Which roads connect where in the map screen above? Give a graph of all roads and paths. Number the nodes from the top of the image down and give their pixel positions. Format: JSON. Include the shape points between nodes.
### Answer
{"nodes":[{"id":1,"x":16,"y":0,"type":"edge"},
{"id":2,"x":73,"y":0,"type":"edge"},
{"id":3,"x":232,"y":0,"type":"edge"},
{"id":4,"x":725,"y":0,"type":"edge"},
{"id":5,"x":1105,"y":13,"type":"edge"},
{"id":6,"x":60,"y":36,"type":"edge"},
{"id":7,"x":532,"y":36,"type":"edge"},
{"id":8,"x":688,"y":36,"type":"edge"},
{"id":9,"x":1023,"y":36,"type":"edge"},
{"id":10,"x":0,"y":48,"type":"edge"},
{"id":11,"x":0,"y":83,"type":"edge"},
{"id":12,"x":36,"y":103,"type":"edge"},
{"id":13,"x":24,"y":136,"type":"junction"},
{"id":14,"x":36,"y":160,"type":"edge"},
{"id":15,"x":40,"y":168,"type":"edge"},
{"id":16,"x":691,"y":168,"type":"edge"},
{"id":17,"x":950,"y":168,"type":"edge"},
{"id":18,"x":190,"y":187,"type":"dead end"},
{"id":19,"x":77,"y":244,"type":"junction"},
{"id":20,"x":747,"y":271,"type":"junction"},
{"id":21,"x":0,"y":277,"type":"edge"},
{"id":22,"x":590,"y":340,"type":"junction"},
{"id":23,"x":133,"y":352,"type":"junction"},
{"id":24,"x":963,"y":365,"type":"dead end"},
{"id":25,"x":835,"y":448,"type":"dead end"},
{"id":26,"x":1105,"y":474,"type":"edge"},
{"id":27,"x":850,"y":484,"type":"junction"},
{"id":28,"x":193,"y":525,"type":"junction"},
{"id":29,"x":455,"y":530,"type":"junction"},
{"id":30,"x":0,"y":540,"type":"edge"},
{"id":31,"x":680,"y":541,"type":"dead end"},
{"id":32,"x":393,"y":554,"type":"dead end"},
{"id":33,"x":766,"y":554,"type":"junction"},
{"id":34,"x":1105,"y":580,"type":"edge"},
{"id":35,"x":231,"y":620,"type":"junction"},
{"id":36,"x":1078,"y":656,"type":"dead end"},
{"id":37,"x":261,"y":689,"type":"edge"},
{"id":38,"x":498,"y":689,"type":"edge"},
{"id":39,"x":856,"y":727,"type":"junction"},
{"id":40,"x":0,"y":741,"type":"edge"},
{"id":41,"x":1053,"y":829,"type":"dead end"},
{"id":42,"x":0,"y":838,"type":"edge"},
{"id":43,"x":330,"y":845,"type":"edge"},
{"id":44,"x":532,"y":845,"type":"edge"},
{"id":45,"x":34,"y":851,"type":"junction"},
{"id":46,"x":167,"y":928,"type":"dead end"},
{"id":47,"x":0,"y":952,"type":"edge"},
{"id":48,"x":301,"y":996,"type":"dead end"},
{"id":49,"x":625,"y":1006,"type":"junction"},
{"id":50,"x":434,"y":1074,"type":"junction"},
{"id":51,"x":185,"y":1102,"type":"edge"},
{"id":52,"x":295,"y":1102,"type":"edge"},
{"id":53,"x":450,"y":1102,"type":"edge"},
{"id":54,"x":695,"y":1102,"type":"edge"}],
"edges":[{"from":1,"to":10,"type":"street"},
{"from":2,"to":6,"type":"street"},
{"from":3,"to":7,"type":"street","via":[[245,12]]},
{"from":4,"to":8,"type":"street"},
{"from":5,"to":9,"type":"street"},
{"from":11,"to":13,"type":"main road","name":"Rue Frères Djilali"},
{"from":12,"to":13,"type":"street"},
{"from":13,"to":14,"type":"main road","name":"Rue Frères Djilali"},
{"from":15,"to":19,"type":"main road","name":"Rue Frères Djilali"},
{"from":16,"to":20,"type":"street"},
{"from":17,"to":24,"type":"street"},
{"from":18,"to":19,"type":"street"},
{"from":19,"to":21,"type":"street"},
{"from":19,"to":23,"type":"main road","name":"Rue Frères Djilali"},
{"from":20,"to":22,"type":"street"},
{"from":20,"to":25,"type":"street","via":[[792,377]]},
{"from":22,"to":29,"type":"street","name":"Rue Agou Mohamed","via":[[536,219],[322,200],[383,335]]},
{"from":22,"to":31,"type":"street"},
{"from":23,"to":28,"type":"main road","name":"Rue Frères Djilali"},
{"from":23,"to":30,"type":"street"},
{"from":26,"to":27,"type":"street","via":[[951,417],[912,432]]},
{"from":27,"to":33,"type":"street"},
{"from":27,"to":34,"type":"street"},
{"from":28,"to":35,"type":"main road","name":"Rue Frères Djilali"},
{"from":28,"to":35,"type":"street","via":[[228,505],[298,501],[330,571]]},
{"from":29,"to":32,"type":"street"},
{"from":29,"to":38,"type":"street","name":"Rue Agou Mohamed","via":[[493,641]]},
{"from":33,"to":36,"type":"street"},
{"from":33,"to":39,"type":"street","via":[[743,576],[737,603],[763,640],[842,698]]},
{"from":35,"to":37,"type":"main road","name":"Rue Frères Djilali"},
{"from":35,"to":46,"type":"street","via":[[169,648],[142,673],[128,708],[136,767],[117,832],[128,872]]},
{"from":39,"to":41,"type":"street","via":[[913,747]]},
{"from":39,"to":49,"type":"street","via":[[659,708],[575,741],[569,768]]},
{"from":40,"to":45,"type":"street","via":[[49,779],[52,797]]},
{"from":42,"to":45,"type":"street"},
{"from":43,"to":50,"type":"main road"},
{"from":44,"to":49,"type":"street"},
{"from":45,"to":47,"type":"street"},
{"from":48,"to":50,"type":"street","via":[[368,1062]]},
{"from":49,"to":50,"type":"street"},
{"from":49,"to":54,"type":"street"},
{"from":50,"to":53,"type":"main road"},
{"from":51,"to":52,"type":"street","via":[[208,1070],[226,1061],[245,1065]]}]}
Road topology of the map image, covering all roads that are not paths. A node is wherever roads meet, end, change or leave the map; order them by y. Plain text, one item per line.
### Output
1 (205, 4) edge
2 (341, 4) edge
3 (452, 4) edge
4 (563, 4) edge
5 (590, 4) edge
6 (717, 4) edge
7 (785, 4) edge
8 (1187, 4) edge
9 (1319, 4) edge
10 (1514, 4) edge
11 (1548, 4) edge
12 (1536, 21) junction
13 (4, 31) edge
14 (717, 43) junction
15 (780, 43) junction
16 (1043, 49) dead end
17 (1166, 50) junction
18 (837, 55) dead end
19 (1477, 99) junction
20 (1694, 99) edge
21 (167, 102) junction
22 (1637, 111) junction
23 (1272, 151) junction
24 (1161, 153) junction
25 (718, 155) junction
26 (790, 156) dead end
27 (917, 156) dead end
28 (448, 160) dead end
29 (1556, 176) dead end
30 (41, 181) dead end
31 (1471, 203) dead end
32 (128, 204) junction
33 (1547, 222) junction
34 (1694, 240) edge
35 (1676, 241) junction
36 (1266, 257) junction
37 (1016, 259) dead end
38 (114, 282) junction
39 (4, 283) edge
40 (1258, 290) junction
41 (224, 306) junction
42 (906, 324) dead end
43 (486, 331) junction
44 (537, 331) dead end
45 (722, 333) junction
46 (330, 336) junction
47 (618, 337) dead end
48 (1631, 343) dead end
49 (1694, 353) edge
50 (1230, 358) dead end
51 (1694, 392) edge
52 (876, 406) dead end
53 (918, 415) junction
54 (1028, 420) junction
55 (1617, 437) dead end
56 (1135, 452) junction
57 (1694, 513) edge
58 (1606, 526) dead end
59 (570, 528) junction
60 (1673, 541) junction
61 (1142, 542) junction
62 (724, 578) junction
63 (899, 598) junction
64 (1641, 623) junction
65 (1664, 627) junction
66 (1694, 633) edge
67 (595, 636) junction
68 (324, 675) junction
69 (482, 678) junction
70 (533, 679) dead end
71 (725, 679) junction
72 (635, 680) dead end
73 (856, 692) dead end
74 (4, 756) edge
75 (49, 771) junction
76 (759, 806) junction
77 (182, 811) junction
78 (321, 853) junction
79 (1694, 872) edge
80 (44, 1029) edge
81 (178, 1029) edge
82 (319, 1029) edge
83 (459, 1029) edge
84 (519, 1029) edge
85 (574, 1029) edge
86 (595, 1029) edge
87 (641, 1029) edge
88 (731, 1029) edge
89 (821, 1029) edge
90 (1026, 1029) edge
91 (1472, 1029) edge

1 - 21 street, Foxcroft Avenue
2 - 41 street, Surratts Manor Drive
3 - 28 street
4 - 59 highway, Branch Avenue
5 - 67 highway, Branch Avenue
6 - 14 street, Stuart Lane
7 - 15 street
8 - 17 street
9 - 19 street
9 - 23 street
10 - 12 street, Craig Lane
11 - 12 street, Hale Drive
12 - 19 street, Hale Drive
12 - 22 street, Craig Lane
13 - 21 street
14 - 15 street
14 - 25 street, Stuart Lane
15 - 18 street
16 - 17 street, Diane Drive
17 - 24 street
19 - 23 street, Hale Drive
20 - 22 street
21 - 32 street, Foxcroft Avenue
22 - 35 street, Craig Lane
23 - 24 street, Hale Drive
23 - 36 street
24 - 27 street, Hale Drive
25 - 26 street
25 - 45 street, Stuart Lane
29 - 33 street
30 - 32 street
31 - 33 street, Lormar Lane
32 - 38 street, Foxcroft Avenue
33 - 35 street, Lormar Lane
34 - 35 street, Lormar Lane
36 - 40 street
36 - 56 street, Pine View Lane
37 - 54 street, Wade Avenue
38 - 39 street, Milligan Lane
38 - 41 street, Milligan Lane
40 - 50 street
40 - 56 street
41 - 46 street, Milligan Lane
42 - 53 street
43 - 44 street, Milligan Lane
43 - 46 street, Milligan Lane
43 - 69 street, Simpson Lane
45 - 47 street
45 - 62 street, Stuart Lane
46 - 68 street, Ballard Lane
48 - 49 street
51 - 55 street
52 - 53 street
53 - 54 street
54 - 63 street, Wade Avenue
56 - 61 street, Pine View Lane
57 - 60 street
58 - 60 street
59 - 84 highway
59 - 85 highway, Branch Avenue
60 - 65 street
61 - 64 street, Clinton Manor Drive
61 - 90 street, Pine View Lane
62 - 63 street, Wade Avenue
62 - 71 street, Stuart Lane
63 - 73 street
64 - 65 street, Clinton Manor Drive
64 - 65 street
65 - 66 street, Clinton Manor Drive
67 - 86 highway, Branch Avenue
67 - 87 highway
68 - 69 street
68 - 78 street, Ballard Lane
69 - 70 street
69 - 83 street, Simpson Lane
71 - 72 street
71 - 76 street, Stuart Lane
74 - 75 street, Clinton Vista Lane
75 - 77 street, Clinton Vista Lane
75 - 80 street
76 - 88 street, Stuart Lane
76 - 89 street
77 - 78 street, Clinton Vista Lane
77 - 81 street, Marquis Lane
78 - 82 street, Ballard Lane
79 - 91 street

.....

**EXERCISE BRIEF**
Say how many lines in the entries include the word "Drive", with no text around the number.

**RESULT FOR THIS TASK**
10